We can learn that regardless of good or bad, even indifferent outcomes, that we did consider the options, made a thoughtful choice, and recognized the risks. And lived with the results.
We can learn to trust others—or when to be wary of trusting others.
All motives are not created equal. All priorities have different weights for different people. We can learn to recognize, evaluate, weigh the position of others and incorporate that position into our risk assessment and resulting decisions.
We can learn about ourselves.
How do we process risk? Are we making considered decisions? How do we react when risks are taken and turn out for the good of all, or for the detriment of some and the good of others?

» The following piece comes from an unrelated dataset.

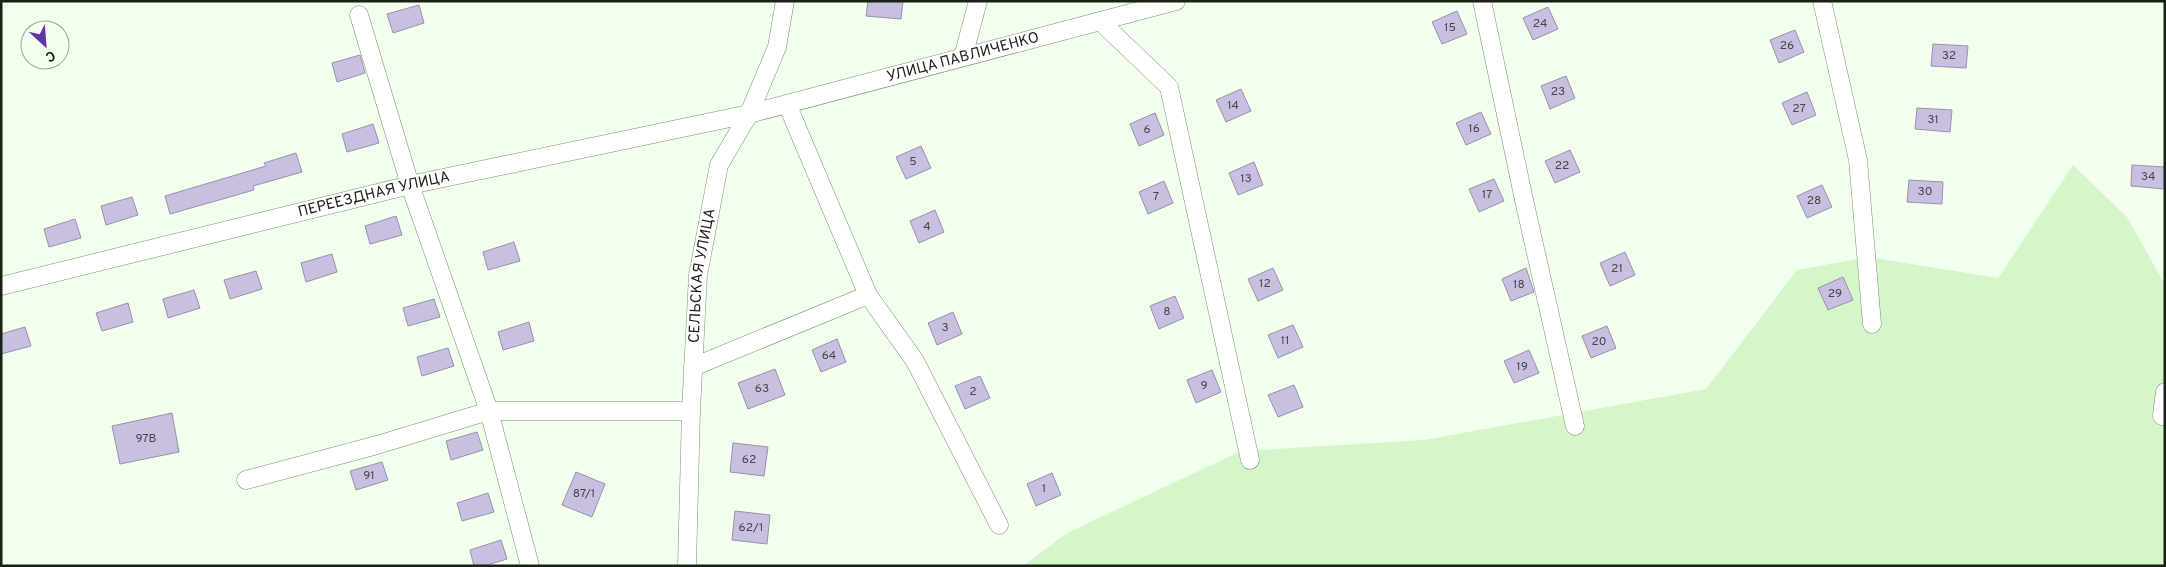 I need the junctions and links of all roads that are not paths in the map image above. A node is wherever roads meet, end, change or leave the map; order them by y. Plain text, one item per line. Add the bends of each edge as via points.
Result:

The most valuable outcome of all risk assessment and resulting outcomes lies here: your personal response. Knowing yourself, and recognizing good and bad assessments, can factor into the next encounter with risk. This is a good and valuable learning experience. Certainly risk will present itself.
Choose whether you will move forward and embrace risk and its outcome, stay put and feel comfortable in place if and when others move forward or away, or step back in the face of risk and let risk take its course.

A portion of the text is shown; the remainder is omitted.